─── Provided data

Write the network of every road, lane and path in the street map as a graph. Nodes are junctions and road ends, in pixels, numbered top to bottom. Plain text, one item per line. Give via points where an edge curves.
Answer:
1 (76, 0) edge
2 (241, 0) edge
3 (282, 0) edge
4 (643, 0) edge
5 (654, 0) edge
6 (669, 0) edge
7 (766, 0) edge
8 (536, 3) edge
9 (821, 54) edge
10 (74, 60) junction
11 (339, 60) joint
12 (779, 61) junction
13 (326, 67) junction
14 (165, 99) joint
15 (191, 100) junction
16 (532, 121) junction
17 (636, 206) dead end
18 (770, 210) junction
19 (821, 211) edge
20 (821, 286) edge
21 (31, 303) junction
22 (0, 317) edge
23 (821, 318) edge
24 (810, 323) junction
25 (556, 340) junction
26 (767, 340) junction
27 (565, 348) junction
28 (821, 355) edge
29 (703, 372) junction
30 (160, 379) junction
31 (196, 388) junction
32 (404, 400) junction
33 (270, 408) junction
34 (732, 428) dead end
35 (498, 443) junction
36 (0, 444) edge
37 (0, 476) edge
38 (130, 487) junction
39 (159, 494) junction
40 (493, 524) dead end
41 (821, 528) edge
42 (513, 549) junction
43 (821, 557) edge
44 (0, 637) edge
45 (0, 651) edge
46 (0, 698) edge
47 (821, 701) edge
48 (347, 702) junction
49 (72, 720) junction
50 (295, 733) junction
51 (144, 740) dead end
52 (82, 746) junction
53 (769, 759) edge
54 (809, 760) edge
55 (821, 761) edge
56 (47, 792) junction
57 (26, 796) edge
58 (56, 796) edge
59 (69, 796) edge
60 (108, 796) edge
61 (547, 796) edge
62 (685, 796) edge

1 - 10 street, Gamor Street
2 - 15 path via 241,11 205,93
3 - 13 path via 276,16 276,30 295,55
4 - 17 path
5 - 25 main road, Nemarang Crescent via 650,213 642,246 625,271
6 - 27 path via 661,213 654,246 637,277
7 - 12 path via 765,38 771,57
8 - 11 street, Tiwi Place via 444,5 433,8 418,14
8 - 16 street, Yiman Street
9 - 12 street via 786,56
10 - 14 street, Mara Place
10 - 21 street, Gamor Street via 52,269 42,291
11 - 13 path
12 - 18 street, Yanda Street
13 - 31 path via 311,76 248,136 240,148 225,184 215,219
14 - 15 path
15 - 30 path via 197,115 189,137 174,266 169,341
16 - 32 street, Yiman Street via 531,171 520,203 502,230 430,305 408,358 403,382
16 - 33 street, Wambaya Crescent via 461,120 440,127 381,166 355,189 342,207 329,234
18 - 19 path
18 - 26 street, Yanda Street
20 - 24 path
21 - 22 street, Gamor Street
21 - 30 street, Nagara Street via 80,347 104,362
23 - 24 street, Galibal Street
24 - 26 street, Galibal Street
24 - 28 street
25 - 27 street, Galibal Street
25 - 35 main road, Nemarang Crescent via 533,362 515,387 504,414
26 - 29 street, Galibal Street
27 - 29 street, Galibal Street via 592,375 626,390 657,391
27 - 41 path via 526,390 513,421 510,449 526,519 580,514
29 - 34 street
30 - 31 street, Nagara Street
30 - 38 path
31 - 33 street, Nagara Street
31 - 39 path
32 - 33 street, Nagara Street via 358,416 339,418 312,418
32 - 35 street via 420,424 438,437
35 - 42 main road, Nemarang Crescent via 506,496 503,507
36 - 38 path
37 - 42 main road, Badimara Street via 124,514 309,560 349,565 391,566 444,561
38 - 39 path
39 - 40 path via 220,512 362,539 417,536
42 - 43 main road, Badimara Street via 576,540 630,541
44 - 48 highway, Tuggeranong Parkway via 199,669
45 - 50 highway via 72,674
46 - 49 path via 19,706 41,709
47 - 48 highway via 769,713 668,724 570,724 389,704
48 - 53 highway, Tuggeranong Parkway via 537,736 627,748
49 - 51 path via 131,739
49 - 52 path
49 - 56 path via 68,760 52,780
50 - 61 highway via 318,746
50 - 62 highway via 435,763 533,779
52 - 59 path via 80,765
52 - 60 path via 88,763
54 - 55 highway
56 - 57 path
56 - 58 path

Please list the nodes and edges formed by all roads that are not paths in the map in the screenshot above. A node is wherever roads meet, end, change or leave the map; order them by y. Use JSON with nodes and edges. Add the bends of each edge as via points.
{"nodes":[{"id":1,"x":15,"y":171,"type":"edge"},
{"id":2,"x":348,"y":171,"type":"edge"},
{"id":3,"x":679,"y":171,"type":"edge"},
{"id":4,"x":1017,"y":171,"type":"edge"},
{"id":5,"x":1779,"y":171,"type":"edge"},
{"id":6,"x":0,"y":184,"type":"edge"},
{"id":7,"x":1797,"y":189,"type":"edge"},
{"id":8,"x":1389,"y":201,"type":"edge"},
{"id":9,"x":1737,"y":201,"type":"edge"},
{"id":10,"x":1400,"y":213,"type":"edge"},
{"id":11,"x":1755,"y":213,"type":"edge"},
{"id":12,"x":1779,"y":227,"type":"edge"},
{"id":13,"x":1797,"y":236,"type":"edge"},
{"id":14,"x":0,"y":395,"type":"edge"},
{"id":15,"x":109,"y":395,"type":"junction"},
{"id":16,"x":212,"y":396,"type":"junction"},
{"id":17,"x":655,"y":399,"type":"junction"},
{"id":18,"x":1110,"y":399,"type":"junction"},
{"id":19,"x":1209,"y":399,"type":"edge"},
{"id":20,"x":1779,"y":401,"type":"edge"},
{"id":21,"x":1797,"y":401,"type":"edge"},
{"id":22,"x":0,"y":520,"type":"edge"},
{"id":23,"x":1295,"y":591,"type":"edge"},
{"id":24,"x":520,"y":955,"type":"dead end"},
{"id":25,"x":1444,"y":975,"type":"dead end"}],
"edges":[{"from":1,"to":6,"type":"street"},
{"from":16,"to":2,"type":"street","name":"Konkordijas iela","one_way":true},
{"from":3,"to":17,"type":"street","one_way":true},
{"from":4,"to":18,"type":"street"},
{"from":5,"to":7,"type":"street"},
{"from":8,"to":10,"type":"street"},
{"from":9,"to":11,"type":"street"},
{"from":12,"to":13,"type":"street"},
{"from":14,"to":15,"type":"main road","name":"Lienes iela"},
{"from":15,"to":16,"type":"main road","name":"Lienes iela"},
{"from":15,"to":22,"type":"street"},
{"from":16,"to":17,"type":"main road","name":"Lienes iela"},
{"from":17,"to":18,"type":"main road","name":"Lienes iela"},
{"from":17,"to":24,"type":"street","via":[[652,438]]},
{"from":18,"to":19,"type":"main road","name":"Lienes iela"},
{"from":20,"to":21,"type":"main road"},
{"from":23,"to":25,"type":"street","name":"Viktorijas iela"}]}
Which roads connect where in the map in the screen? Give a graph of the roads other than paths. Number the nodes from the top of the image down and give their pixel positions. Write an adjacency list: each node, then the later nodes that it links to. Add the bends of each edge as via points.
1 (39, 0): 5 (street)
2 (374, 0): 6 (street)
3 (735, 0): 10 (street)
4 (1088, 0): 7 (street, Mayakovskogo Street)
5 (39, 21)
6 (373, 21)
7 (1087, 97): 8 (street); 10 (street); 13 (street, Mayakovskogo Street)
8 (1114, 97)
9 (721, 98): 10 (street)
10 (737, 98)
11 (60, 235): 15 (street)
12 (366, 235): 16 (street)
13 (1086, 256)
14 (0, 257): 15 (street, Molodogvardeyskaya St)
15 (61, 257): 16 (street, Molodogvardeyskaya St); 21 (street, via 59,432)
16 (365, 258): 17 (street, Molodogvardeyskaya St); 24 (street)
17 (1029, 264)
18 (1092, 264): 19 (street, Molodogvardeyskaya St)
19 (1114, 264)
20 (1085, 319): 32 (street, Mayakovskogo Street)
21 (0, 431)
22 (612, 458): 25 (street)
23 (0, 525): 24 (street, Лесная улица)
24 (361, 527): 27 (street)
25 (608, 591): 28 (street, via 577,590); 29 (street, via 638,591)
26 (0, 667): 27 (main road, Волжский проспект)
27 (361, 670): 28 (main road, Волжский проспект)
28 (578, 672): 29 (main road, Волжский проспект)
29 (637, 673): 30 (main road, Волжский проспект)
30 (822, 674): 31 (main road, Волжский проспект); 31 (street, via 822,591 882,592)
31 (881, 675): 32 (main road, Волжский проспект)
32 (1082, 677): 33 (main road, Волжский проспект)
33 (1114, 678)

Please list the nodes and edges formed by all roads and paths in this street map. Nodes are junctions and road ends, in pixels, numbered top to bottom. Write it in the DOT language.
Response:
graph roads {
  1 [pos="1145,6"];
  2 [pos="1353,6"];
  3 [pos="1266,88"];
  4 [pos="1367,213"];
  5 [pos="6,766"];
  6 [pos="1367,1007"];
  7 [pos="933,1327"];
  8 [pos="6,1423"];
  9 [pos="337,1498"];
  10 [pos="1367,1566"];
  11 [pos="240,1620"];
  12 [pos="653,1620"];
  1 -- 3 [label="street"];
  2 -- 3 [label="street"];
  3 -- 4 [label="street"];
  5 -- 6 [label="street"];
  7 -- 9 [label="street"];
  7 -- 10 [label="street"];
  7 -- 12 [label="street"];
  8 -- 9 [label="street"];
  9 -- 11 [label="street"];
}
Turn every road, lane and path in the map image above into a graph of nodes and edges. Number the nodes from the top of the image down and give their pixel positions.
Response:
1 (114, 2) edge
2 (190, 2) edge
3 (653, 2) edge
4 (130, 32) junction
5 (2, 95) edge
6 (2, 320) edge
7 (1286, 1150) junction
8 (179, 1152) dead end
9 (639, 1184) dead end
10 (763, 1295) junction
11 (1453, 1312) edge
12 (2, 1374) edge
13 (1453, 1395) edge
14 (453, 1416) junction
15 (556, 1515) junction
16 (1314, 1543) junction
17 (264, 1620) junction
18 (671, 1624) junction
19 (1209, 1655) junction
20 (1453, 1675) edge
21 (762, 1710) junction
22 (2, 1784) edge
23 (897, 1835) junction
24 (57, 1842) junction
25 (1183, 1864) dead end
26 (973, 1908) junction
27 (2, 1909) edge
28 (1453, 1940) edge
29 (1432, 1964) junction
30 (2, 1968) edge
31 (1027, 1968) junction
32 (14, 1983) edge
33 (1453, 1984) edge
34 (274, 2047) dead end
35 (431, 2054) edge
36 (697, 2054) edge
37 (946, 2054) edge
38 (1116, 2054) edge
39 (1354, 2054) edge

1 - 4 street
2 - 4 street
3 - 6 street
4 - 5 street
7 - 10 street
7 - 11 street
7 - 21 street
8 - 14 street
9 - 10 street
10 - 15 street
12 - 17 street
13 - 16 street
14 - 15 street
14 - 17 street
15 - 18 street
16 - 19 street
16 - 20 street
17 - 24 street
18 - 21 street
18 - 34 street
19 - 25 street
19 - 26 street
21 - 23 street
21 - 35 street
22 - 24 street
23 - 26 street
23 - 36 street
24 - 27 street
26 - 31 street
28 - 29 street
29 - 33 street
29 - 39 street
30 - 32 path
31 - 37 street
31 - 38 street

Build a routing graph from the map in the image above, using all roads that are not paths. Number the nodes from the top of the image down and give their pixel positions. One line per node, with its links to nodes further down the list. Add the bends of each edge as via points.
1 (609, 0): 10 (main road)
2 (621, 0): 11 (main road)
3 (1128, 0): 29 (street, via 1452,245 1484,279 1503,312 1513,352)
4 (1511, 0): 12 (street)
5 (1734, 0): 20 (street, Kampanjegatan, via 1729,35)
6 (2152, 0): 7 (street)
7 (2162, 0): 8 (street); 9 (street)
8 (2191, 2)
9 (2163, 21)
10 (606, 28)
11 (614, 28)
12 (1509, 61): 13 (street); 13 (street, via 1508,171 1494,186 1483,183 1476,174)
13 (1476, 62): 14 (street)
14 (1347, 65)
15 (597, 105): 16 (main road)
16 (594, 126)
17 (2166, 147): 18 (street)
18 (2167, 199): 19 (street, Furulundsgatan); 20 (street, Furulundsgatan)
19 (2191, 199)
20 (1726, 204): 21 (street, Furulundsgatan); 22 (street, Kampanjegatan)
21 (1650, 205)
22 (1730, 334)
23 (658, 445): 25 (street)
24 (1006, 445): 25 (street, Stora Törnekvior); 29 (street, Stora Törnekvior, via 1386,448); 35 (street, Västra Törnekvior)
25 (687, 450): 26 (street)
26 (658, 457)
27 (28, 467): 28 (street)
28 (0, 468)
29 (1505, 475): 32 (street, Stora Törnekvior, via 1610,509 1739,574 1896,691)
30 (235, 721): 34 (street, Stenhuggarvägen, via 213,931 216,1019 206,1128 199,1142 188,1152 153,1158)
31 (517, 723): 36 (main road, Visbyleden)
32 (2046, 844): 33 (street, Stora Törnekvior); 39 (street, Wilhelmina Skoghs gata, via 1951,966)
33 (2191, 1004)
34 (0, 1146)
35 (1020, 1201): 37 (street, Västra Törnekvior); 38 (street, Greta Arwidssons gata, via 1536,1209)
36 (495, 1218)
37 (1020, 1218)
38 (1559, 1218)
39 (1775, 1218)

──────

- Description of the task: Starting from the records above, filter out all lines except those containing the word "Galibal".

- Expected answer:
23 - 24 street, Galibal Street
24 - 26 street, Galibal Street
25 - 27 street, Galibal Street
26 - 29 street, Galibal Street
27 - 29 street, Galibal Street via 592,375 626,390 657,391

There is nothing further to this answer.